Questions for Fossils in a flash

SCIENCE

Before reading:

  1. Have you ever handled a fossil? In what sort of environment or under what sorts of conditions do you think the animal’s remains became fossilized?
     
  2. Now picture a fossil fish, bird or snake. Create two lists that detail 1) what body parts you would expect to find preserved in the fossil and 2) what body parts you would not.

During reading:

  1. Why do the bluish-gray rocks described in the first paragraph resemble fish?
     
  2. Explain why David Martill used an acid bath instead of a power saw to reveal contents of his Brazilian rocks.
     
  3. Other than bones, what else did Martill discover inside the rocks?
     
  4. Define “taphonomy.”
     
  5. What is the legend of the Medusa? What is the “Medusa effect?”
     
  6. Describe why a paleontologist would be interested in learning how modern animals rot after death.
     
  7. Why is apatite important in the preservation of delicate features?
     
  8. What are the “replicas” that Rudolf and Elizabeth Raff study?
     
  9. Why does Sarah Gabbott say you must rot an animal before comparing it to a fossil?
     
  10. What surprising discovery did Robert Sansom make during his rotting experiments?
     
  11. What is a source of the phosphate needed to flash fossilize fish?

After reading:

  1. “The absence of evidence is not the evidence of absence.” What does this expression mean?

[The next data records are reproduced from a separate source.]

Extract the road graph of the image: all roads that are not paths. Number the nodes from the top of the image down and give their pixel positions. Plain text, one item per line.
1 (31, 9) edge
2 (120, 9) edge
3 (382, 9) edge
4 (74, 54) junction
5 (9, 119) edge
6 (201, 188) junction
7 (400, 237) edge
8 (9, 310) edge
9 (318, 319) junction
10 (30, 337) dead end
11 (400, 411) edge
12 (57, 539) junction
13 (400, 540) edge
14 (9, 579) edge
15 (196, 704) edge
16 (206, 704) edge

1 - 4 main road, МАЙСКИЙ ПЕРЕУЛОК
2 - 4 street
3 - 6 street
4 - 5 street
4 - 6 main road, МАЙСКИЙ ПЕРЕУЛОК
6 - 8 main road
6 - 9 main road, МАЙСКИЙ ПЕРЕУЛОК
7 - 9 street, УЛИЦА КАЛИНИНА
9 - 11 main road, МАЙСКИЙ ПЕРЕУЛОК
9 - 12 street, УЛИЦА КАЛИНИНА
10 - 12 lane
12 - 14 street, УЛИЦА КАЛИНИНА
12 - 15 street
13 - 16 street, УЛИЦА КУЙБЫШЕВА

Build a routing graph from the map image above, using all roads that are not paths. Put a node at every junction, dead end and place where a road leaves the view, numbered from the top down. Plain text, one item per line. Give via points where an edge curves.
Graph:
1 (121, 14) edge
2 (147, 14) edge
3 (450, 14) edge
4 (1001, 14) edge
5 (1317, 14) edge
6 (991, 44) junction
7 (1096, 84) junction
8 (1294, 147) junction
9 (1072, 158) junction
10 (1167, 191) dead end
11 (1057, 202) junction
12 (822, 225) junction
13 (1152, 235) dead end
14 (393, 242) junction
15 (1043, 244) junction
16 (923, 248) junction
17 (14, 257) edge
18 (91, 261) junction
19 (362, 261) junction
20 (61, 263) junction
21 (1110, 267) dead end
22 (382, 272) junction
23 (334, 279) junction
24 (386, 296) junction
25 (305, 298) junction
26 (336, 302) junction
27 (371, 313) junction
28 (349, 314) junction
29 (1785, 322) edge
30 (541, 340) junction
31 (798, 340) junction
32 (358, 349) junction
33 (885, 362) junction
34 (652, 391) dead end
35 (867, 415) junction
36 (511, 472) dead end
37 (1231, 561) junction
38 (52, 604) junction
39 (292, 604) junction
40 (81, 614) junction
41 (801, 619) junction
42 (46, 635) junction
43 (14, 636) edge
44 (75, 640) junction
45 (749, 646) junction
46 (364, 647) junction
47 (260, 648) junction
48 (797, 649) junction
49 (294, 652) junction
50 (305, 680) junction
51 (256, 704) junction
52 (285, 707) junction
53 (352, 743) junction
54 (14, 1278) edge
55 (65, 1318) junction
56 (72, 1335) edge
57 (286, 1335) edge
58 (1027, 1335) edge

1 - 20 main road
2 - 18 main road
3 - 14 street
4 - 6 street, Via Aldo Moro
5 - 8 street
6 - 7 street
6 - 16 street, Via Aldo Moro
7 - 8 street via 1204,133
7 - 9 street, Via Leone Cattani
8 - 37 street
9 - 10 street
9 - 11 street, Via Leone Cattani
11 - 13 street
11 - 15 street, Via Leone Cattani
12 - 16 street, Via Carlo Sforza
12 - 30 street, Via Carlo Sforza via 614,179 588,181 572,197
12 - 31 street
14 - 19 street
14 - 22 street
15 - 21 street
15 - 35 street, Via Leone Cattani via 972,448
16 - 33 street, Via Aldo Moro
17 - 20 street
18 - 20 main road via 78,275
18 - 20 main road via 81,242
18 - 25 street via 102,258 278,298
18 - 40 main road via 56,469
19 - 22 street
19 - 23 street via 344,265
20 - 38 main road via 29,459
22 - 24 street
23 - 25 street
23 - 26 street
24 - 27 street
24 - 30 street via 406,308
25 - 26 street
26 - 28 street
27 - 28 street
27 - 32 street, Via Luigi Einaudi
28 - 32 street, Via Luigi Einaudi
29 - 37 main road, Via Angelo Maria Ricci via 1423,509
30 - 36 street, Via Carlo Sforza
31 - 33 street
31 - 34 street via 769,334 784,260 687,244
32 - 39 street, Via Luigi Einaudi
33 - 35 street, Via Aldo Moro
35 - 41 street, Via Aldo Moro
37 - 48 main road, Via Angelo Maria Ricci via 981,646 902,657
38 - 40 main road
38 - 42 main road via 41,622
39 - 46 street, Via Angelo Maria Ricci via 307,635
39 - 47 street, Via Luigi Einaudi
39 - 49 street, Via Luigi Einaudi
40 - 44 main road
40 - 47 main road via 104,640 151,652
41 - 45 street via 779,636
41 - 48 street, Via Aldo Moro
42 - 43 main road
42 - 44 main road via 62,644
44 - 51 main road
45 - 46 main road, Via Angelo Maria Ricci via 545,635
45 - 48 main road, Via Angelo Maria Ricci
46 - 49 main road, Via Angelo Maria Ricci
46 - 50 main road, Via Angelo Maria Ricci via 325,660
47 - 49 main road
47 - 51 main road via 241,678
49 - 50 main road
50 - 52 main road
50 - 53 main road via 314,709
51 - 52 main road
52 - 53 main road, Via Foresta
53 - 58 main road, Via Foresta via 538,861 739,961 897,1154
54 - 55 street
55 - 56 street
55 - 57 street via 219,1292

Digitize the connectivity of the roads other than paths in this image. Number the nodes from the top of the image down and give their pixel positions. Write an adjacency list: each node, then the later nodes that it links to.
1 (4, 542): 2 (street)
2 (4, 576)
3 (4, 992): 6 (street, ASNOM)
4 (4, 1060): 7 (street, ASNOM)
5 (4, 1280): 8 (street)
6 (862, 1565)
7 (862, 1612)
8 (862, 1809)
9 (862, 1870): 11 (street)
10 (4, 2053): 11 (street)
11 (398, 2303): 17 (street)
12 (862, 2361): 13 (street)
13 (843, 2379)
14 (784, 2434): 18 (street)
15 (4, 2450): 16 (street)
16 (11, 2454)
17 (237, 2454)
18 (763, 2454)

How can it relate to Sansom’s experiments on amphioxus, and what do those experiments suggest about Cathaymyrus?
     

SOCIAL STUDIES

  1. Think of a body of water in or around your community. Describe a scenario under which any fish in that body of water could become flash fossilized.
     
  2. The Medusa isn’t the only myth that may have been inspired by a fossil. Working with a partner, research how the discovery of the fossilized skull of a pygmy elephant may have inspired the myth of the one-eyed creature known as the Cyclops.